[[ RECORD EXCERPTS, beginning ]]

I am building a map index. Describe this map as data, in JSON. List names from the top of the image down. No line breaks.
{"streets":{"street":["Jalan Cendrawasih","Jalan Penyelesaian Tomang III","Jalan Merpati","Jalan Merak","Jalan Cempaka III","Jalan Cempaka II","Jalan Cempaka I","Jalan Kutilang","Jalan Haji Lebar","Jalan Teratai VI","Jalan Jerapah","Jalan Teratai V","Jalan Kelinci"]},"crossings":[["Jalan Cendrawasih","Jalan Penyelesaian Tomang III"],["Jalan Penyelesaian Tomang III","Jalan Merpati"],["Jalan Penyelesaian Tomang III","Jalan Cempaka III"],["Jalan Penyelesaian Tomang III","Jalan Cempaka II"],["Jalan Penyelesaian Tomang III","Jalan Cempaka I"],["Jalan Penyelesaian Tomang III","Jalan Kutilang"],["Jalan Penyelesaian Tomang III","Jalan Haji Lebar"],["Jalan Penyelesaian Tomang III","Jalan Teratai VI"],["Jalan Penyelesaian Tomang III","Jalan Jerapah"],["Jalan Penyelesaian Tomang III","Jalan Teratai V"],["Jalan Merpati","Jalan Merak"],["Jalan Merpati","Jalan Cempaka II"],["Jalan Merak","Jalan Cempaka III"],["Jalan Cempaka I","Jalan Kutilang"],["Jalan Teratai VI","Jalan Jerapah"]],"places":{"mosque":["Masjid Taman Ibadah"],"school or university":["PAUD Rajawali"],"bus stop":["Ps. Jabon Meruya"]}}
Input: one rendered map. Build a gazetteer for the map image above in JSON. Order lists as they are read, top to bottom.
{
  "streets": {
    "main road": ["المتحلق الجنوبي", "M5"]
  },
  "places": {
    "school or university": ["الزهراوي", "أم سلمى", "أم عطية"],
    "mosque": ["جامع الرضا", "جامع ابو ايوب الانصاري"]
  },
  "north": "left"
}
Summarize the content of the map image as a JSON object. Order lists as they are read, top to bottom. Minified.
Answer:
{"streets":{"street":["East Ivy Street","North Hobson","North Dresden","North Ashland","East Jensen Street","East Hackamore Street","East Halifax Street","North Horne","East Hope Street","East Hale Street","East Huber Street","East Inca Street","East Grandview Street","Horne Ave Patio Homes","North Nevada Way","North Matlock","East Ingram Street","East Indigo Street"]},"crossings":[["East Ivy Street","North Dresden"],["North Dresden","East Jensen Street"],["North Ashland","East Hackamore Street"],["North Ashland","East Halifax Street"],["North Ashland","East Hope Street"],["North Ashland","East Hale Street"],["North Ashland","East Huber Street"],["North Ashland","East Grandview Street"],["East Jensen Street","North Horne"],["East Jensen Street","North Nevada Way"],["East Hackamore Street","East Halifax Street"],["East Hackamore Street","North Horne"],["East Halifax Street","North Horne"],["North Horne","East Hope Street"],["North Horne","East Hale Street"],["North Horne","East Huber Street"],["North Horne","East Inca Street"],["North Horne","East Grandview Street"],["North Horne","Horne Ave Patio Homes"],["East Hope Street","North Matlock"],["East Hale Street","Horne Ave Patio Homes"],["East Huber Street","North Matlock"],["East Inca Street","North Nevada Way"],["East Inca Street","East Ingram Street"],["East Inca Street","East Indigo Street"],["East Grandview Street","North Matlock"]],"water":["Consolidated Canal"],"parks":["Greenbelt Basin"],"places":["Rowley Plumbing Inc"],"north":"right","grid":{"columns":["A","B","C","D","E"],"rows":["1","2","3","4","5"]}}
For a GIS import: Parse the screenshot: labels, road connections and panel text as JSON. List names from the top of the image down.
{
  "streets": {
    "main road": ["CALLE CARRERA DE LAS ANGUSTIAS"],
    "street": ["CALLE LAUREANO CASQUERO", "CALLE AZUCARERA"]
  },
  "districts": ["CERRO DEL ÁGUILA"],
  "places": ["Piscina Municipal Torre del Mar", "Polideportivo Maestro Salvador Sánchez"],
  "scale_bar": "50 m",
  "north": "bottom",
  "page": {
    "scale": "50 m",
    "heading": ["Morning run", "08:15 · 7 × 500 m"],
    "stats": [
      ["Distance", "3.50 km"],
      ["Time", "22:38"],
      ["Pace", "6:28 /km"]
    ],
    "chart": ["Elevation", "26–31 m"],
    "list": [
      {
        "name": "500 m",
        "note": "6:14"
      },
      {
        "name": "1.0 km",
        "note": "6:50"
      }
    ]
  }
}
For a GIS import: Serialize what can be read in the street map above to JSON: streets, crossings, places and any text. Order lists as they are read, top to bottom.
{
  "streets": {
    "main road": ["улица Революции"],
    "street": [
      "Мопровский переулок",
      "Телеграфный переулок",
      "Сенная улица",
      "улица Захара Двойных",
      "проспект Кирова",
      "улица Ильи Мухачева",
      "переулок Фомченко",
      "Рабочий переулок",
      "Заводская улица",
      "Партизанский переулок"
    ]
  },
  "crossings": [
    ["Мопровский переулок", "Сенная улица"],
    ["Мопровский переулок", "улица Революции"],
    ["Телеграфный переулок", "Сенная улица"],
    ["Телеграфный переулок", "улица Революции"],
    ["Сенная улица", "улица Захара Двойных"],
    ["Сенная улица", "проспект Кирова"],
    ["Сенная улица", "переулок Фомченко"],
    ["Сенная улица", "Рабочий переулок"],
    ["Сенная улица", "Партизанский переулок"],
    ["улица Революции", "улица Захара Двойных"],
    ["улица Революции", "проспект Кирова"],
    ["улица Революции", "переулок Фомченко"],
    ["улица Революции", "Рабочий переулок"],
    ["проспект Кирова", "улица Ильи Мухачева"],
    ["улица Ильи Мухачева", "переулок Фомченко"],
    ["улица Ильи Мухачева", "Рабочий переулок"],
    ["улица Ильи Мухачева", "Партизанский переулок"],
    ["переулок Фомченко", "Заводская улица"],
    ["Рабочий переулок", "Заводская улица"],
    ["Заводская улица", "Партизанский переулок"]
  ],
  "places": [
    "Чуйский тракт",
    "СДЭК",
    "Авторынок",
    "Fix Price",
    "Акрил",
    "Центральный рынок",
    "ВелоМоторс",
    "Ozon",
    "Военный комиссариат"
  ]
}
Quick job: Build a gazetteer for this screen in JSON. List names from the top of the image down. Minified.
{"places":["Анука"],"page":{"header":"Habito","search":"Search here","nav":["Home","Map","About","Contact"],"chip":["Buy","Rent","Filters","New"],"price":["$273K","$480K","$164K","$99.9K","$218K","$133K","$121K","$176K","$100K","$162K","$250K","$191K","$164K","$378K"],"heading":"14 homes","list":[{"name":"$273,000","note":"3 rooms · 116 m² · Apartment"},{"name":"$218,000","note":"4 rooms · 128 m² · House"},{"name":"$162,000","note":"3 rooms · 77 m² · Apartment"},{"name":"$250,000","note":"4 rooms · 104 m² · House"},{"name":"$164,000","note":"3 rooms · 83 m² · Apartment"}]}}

[[ RECORD EXCERPTS, end ]]

## WORK REQUIRED
Show each line of the records above containing "JSON".

## EXPECTED ANSWER
I am building a map index. Describe this map as data, in JSON. List names from the top of the image down. No line breaks.
Input: one rendered map. Build a gazetteer for the map image above in JSON. Order lists as they are read, top to bottom.
Summarize the content of the map image as a JSON object. Order lists as they are read, top to bottom. Minified.
For a GIS import: Parse the screenshot: labels, road connections and panel text as JSON. List names from the top of the image down.
For a GIS import: Serialize what can be read in the street map above to JSON: streets, crossings, places and any text. Order lists as they are read, top to bottom.
Quick job: Build a gazetteer for this screen in JSON. List names from the top of the image down. Minified.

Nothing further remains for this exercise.